[EXERCISE GOAL]: Word for word, copy out the entries below, but not the pictures in them.

*** Opening of INFORMATION SUPPLIED ***

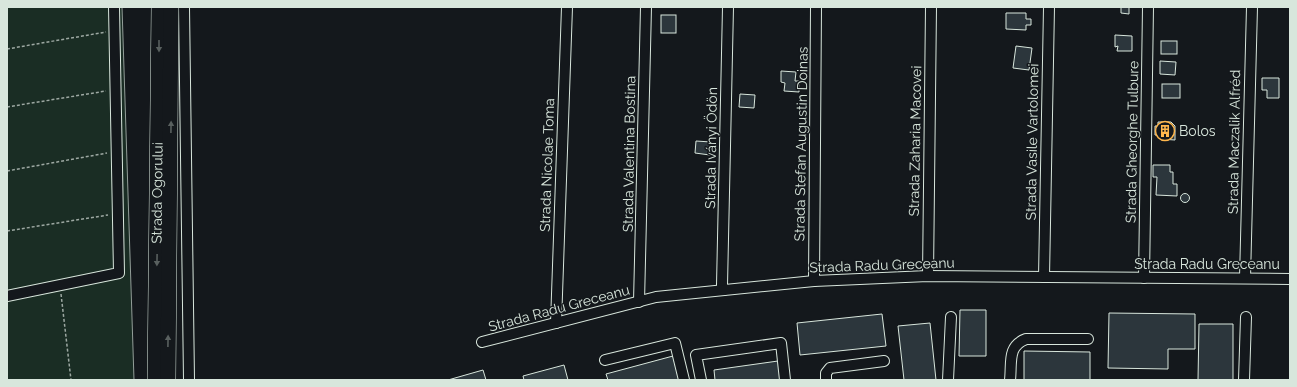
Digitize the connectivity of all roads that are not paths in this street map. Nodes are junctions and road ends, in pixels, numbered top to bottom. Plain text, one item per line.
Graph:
1 (114, 7) edge
2 (159, 7) edge
3 (171, 7) edge
4 (184, 7) edge
5 (567, 7) edge
6 (646, 7) edge
7 (728, 7) edge
8 (816, 7) edge
9 (931, 7) edge
10 (1049, 7) edge
11 (1148, 7) edge
12 (1252, 7) edge
13 (928, 276) junction
14 (1044, 276) junction
15 (1144, 278) junction
16 (1245, 278) junction
17 (1290, 279) edge
18 (814, 280) junction
19 (724, 290) junction
20 (7, 296) edge
21 (639, 302) junction
22 (951, 317) dead end
23 (1246, 317) dead end
24 (556, 323) junction
25 (1088, 338) dead end
26 (482, 342) dead end
27 (605, 360) dead end
28 (884, 361) dead end
29 (155, 380) edge
30 (168, 380) edge
31 (189, 380) edge
32 (684, 380) edge
33 (701, 380) edge
34 (785, 380) edge
35 (826, 380) edge
36 (948, 380) edge
37 (1010, 380) edge
38 (1244, 380) edge

1 - 20 street
2 -> 29 highway, Strada Ogorului
30 -> 3 highway, Strada Ogorului
4 - 31 street
5 - 24 street, Strada Nicolae Toma
6 - 21 street, Strada Valentina Bostina
7 - 19 street, Strada Iványi Ödön
8 - 18 street, Strada Stefan Augustin Doinas
9 - 13 street, Strada Zaharia Macovei
10 - 14 street, Strada Vasile Vartolomei
11 - 15 street, Strada Gheorghe Tulbure
12 - 16 street, Strada Maczalik Alfréd
13 - 14 street, Strada Radu Greceanu
13 - 18 street, Strada Radu Greceanu
14 - 15 street, Strada Radu Greceanu
15 - 16 street, Strada Radu Greceanu
16 - 17 street, Strada Radu Greceanu
18 - 19 street, Strada Radu Greceanu
19 - 21 street, Strada Radu Greceanu
21 - 24 street, Strada Radu Greceanu
22 - 36 street
23 - 38 street
24 - 26 street, Strada Radu Greceanu
25 - 37 street
27 - 32 street
28 - 35 street
33 - 34 street

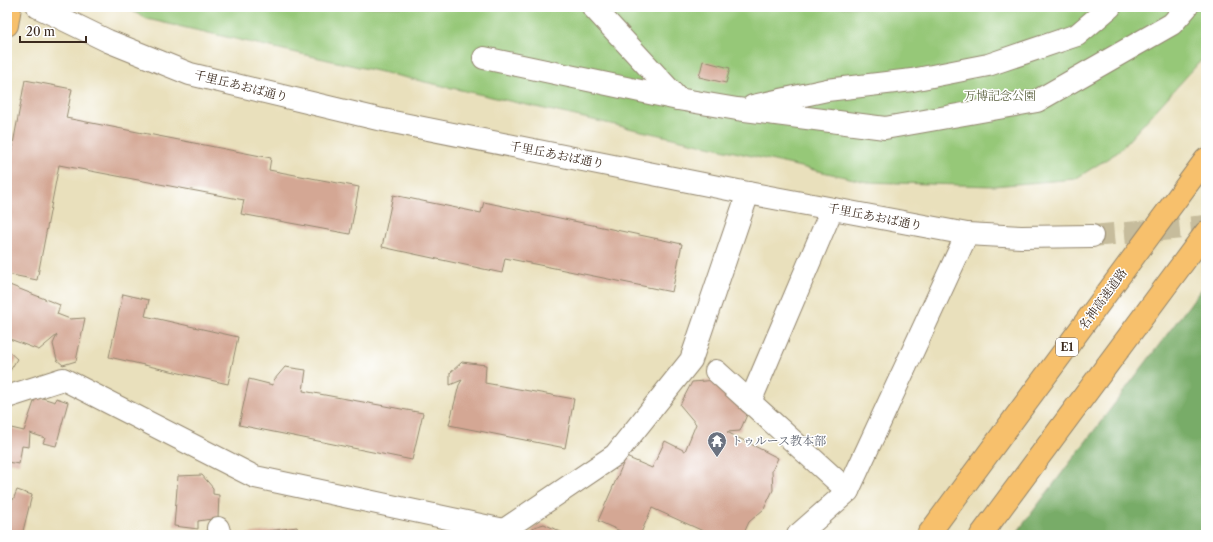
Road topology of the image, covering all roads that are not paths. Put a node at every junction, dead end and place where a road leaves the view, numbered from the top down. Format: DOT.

*** Close of INFORMATION SUPPLIED ***

[RESULT BELOW]:
Digitize the connectivity of all roads that are not paths in this street map. Nodes are junctions and road ends, in pixels, numbered top to bottom. Plain text, one item per line.
Graph:
1 (114, 7) edge
2 (159, 7) edge
3 (171, 7) edge
4 (184, 7) edge
5 (567, 7) edge
6 (646, 7) edge
7 (728, 7) edge
8 (816, 7) edge
9 (931, 7) edge
10 (1049, 7) edge
11 (1148, 7) edge
12 (1252, 7) edge
13 (928, 276) junction
14 (1044, 276) junction
15 (1144, 278) junction
16 (1245, 278) junction
17 (1290, 279) edge
18 (814, 280) junction
19 (724, 290) junction
20 (7, 296) edge
21 (639, 302) junction
22 (951, 317) dead end
23 (1246, 317) dead end
24 (556, 323) junction
25 (1088, 338) dead end
26 (482, 342) dead end
27 (605, 360) dead end
28 (884, 361) dead end
29 (155, 380) edge
30 (168, 380) edge
31 (189, 380) edge
32 (684, 380) edge
33 (701, 380) edge
34 (785, 380) edge
35 (826, 380) edge
36 (948, 380) edge
37 (1010, 380) edge
38 (1244, 380) edge

1 - 20 street
2 -> 29 highway, Strada Ogorului
30 -> 3 highway, Strada Ogorului
4 - 31 street
5 - 24 street, Strada Nicolae Toma
6 - 21 street, Strada Valentina Bostina
7 - 19 street, Strada Iványi Ödön
8 - 18 street, Strada Stefan Augustin Doinas
9 - 13 street, Strada Zaharia Macovei
10 - 14 street, Strada Vasile Vartolomei
11 - 15 street, Strada Gheorghe Tulbure
12 - 16 street, Strada Maczalik Alfréd
13 - 14 street, Strada Radu Greceanu
13 - 18 street, Strada Radu Greceanu
14 - 15 street, Strada Radu Greceanu
15 - 16 street, Strada Radu Greceanu
16 - 17 street, Strada Radu Greceanu
18 - 19 street, Strada Radu Greceanu
19 - 21 street, Strada Radu Greceanu
21 - 24 street, Strada Radu Greceanu
22 - 36 street
23 - 38 street
24 - 26 street, Strada Radu Greceanu
25 - 37 street
27 - 32 street
28 - 35 street
33 - 34 street

Road topology of the image, covering all roads that are not paths. Put a node at every junction, dead end and place where a road leaves the view, numbered from the top down. Format: DOT.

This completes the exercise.